Here’s what we learned about the Ruin Daily (328 S. Jefferson St., West Loop) from chef Gabino “Bino” Ottoman and managing partner Bruce Finkelman.

The concept

They're calling it a “sandwich shop and day bar.” Open weekdays starting at 7 a.m., in the shadow of the Clinton Blue Line stop, the object is to lure morning commuters, office lunchers, and happy hour–goers.

The chef

“I wanted to be either a firefighter or a cook,” Ottoman says. “I don’t like exercising much, so I became a cook.” Makes sense. The California native clocked time at Le Bernardin, ABC Kitchen, and the Breslin in New York before moving to Chicago. “I had two weeks to find a job [after moving here],” he explains. “I lived right near Longman & Eagle; walked out my door and it was right there.” So there he worked for two years, before relocating within the company to serve as chef de cuisine at Saint Lou’s.

The breakfast and caffeine

Ottoman’s smoked turkey sandwich (scrambled egg and maple-infused butter on ciabatta) is the most substantial breakfast offering. There are also pastries—including doughnuts and bagels—by Mindy Segal, grab-and-go items, and smoothies. Revival Café-Bar’s coffee guru Eric Turner heads up the caffeinated offerings, which include espresso drinks, pour-overs, and batch-brewed drip coffee—all from Metric Coffee.

The sandwiches and sides

Here’s where Ottoman really flexes his guns, with a rotating selection of 10 sandwiches, plus salads and his riffs on deli-style sides. Finkelman calls the menu an “exploration into what should and shouldn’t do between two pieces of bread”—and that's led to creations like a classic corned beef Reuben (sauerkraut, thousand island, and Swiss on marble rye) that Ottoman predicts will become his signature; a veggie-friendly Buffalo Blue Cauliflower (blue cheese dressing, shredded lettuce, and celery on a sesame challah bun); and the decidedly cheffed-up Little Magician (rare roast beef, foie butter, horsey sauce, and pickled onions on an Italian baguette).

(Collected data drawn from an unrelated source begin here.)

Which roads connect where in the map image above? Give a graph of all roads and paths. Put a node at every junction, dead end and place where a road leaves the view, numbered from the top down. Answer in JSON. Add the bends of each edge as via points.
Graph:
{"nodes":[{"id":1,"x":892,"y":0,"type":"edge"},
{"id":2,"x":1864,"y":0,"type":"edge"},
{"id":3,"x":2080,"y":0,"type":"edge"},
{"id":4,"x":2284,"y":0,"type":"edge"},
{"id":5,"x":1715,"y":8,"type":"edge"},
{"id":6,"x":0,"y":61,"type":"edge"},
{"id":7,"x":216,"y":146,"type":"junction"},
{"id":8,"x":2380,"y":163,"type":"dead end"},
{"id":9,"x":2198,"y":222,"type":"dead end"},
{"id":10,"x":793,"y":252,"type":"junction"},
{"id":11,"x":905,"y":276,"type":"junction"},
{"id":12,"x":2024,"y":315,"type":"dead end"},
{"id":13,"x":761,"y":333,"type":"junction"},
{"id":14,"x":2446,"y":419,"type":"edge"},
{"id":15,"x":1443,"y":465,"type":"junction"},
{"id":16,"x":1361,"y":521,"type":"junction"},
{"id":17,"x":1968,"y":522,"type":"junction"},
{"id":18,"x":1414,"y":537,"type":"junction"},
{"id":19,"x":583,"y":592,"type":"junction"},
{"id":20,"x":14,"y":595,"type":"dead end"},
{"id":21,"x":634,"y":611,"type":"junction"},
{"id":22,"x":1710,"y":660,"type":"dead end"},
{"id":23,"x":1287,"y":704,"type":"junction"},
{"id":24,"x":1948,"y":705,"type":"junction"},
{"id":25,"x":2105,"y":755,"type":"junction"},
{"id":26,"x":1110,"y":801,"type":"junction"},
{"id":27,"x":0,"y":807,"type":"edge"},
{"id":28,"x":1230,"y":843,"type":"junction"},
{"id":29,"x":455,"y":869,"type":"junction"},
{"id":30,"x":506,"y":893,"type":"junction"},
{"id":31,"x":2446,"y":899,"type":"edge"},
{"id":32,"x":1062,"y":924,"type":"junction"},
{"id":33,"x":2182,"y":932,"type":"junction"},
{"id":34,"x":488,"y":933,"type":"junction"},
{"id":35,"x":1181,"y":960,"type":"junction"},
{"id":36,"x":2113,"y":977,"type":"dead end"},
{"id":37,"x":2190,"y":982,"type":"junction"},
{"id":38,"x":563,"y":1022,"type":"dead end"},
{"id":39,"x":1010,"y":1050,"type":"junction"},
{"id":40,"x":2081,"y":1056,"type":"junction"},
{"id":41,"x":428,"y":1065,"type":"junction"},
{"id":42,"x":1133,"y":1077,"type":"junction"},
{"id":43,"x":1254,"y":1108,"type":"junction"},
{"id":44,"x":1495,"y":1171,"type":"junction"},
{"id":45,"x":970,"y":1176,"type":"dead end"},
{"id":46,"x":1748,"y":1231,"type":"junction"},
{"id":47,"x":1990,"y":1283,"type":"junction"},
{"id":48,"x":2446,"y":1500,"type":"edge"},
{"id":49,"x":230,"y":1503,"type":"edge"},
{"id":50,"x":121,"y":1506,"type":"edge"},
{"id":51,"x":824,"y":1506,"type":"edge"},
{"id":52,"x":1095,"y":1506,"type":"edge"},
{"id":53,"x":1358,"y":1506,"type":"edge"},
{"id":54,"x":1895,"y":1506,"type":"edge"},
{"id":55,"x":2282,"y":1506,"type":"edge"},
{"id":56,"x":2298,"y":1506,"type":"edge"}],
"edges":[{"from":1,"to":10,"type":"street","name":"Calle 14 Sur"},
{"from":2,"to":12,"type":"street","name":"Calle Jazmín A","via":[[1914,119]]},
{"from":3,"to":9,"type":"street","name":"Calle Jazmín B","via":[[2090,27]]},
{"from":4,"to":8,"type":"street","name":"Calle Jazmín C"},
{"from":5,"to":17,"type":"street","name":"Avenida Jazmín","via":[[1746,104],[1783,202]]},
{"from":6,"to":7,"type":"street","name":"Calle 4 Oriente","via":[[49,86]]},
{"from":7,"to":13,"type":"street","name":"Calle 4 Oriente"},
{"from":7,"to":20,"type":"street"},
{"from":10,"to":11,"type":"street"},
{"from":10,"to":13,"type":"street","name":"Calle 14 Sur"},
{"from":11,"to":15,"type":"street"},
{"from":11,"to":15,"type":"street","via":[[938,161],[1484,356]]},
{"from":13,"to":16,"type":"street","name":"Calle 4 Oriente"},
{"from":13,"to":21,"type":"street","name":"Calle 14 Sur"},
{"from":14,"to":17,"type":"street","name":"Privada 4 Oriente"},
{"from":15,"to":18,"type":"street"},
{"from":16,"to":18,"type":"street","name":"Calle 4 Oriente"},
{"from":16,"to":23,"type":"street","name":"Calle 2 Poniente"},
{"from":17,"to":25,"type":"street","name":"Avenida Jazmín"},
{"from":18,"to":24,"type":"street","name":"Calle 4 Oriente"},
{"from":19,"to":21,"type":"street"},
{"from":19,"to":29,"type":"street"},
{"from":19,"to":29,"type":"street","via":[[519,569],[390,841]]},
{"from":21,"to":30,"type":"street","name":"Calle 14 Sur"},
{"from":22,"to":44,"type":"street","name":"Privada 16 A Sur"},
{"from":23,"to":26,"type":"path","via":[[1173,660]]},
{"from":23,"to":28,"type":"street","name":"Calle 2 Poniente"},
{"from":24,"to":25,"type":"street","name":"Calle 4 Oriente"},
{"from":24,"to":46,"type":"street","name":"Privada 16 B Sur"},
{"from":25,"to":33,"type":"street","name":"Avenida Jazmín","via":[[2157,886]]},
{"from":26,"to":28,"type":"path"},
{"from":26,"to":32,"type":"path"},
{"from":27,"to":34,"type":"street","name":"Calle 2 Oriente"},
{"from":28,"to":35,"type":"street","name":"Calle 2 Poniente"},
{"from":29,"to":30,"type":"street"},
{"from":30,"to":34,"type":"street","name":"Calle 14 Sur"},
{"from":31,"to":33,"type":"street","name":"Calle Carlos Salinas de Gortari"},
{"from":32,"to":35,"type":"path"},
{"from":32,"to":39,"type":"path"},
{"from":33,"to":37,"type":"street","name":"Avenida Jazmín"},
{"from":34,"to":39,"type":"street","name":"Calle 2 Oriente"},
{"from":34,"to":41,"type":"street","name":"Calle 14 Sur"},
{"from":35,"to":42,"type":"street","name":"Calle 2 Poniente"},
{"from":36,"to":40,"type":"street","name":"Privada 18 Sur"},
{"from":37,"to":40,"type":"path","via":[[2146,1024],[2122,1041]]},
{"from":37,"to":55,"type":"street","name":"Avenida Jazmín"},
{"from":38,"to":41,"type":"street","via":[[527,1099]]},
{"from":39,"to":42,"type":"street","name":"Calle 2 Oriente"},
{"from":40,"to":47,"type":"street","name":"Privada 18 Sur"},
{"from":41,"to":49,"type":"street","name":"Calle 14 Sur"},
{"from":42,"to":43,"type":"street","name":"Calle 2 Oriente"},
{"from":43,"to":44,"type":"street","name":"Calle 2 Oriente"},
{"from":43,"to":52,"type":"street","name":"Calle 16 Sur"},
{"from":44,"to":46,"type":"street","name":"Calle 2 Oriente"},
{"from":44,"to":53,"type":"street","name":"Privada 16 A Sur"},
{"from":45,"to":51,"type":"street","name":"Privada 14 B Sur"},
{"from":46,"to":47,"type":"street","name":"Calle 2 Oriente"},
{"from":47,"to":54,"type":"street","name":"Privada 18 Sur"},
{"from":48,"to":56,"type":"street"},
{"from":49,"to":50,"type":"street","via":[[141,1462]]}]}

Though the bread is outsourced, “We’re making all of our own corned beef, turkey, chicken, and ham, and doing all of our own deli and pickles. I just did a 50-pound patch of dill pickles,” Ottoman says. Sides, which include a sun-dried tomato-pesto potato salad, are “as creative as the sandwiches,” adds Finkelman.

The booze and snacks

“As a company, we really like drinking,” Finkelman notes. It shows, and like its sister concepts, the Ruin Daily promises to look pretty great after dark. Things will remain fast-casual and Dylan Stewart (Revival Café-Bar) leads the bar program, which gets cranking at 3 p.m. and includes beer, wine, and around a dozen specialty cocktails.

For happy hour grazers, there’s a roster of stuff that Ottoman labels “easy to share,” including cheese and deli meat plates and a soft pretzel.